## REQUIREMENT
Please report each line of the data below that contains "Soukanväylä".
- Opening Delimiter -
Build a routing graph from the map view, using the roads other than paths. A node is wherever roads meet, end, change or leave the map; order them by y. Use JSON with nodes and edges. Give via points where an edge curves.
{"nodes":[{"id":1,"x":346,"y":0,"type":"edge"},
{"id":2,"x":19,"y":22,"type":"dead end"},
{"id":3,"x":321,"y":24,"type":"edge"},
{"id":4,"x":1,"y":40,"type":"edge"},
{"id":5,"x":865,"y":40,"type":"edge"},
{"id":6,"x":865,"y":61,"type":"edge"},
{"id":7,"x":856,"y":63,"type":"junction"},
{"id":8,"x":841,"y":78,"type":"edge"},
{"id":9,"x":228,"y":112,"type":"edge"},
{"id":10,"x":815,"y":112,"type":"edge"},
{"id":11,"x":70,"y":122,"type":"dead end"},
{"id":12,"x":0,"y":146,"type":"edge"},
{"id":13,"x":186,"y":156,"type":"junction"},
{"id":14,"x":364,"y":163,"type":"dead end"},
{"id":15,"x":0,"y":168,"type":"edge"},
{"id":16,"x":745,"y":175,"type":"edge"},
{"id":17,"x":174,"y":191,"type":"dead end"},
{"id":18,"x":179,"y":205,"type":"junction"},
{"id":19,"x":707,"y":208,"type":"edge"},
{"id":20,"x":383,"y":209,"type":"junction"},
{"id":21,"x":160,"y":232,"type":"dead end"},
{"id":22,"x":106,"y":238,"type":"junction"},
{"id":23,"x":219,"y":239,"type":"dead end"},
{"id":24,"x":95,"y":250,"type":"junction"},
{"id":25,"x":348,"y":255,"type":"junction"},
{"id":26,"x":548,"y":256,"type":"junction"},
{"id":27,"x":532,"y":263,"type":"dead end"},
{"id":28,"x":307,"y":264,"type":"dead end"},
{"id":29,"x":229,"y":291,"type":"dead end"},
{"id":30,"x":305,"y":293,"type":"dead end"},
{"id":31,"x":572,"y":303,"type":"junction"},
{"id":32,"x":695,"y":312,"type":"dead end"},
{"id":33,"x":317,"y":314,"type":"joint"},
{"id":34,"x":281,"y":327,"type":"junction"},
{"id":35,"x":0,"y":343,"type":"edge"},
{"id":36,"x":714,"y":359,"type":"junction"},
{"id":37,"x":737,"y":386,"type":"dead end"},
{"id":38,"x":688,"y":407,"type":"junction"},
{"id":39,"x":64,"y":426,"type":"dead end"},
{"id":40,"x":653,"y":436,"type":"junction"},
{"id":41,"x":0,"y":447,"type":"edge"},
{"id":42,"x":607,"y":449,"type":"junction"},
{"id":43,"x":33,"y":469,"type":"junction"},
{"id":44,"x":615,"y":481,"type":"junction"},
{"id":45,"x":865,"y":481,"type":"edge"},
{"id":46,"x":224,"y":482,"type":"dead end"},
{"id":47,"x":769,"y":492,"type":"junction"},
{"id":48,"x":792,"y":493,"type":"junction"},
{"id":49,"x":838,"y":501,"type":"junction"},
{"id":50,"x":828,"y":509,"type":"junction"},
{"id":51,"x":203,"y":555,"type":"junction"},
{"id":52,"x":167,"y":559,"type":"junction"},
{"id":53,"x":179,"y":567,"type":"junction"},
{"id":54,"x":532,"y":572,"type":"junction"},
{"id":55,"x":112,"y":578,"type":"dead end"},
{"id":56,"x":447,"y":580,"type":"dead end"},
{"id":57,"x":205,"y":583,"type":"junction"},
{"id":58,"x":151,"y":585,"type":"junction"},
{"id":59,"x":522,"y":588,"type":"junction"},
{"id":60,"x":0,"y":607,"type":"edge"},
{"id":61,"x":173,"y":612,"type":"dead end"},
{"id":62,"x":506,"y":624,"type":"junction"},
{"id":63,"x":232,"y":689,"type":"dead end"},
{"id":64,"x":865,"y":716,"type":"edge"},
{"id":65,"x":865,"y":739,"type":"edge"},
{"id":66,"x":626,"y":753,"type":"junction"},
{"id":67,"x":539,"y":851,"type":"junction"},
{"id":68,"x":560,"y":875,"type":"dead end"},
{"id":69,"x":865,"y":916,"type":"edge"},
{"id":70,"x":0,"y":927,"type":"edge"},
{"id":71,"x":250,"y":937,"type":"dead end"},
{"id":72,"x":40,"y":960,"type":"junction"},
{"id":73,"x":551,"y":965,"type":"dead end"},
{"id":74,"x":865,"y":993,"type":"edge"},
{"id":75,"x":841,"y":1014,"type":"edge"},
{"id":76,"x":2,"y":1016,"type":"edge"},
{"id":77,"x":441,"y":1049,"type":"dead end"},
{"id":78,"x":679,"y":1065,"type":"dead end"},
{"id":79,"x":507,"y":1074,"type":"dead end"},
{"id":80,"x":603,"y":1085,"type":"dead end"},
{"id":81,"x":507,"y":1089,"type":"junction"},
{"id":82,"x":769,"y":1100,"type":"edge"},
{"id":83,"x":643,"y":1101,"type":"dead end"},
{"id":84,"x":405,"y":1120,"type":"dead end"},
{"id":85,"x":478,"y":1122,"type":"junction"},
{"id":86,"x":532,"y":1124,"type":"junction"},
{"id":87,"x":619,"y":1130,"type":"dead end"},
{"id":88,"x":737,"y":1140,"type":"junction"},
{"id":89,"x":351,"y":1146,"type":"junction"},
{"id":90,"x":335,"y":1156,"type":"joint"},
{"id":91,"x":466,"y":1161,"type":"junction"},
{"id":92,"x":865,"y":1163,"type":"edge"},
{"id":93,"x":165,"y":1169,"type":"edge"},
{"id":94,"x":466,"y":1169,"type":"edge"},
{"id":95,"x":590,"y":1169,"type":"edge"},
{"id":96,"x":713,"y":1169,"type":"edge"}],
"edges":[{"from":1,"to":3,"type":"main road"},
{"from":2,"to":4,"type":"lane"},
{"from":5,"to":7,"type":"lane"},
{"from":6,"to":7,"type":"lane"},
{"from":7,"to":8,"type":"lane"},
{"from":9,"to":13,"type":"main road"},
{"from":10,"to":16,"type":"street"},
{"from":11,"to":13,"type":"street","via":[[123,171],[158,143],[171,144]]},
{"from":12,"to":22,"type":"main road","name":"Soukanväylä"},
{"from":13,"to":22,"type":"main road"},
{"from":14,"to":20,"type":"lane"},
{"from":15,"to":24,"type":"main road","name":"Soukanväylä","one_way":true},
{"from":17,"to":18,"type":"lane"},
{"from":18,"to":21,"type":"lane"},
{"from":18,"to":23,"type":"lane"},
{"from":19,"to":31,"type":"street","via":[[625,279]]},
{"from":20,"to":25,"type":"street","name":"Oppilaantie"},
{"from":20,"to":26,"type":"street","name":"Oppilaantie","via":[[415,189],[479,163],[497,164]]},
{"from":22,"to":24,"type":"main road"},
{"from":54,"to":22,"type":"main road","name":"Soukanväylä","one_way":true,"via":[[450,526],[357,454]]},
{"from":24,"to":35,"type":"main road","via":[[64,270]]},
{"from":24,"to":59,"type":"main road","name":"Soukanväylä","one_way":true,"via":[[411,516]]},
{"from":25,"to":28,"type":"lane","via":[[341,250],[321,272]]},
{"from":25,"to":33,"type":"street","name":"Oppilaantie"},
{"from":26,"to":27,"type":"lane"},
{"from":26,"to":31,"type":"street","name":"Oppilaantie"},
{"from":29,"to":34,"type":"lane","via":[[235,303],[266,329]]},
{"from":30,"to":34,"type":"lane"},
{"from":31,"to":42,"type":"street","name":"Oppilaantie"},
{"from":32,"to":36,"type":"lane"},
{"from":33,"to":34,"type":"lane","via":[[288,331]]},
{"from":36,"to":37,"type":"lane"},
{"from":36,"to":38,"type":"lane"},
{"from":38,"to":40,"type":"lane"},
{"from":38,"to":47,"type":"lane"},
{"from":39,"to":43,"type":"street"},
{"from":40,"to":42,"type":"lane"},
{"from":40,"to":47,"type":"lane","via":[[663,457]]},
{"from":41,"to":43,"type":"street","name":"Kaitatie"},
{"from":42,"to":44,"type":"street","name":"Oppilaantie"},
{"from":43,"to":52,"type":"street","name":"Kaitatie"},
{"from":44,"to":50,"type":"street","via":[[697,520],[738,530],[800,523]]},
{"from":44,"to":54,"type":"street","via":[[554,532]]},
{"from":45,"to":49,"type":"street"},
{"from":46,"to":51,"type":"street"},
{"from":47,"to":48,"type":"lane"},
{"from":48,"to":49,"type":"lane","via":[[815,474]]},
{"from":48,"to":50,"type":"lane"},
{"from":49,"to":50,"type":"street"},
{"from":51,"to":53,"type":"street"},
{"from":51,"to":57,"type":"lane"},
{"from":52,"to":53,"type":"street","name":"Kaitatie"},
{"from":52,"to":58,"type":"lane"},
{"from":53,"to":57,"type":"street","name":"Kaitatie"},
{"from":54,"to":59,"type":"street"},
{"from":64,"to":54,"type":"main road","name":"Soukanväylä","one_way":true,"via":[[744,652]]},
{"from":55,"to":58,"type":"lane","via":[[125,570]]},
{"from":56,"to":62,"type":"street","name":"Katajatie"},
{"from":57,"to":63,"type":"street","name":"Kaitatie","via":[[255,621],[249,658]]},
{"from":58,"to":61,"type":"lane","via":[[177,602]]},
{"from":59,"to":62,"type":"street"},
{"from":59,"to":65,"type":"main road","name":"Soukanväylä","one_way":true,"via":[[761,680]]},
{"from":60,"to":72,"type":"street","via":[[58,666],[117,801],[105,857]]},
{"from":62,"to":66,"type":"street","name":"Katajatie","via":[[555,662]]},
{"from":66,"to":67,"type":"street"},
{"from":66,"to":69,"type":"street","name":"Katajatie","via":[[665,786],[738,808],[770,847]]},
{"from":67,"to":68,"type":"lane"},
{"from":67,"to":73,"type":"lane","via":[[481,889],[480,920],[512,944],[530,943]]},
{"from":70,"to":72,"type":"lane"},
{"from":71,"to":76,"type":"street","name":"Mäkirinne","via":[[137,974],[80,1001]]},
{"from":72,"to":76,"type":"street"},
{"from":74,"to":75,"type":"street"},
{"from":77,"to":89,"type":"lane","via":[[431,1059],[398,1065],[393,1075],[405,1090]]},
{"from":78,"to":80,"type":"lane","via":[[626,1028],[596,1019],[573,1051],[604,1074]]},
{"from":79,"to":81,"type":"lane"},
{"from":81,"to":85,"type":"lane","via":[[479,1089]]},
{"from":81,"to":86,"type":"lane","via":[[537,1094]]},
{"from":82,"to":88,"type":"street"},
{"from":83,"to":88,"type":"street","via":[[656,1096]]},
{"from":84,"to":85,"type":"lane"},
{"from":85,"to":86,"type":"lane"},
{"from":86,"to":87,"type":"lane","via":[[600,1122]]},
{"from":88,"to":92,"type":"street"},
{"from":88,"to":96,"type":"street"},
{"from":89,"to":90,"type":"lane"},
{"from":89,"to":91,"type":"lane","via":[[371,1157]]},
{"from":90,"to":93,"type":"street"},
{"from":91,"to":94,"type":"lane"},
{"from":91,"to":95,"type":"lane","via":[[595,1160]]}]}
- Closing Delimiter -
## FINAL ANSWER
{"from":12,"to":22,"type":"main road","name":"Soukanväylä"},
{"from":15,"to":24,"type":"main road","name":"Soukanväylä","one_way":true},
{"from":54,"to":22,"type":"main road","name":"Soukanväylä","one_way":true,"via":[[450,526],[357,454]]},
{"from":24,"to":59,"type":"main road","name":"Soukanväylä","one_way":true,"via":[[411,516]]},
{"from":64,"to":54,"type":"main road","name":"Soukanväylä","one_way":true,"via":[[744,652]]},
{"from":59,"to":65,"type":"main road","name":"Soukanväylä","one_way":true,"via":[[761,680]]},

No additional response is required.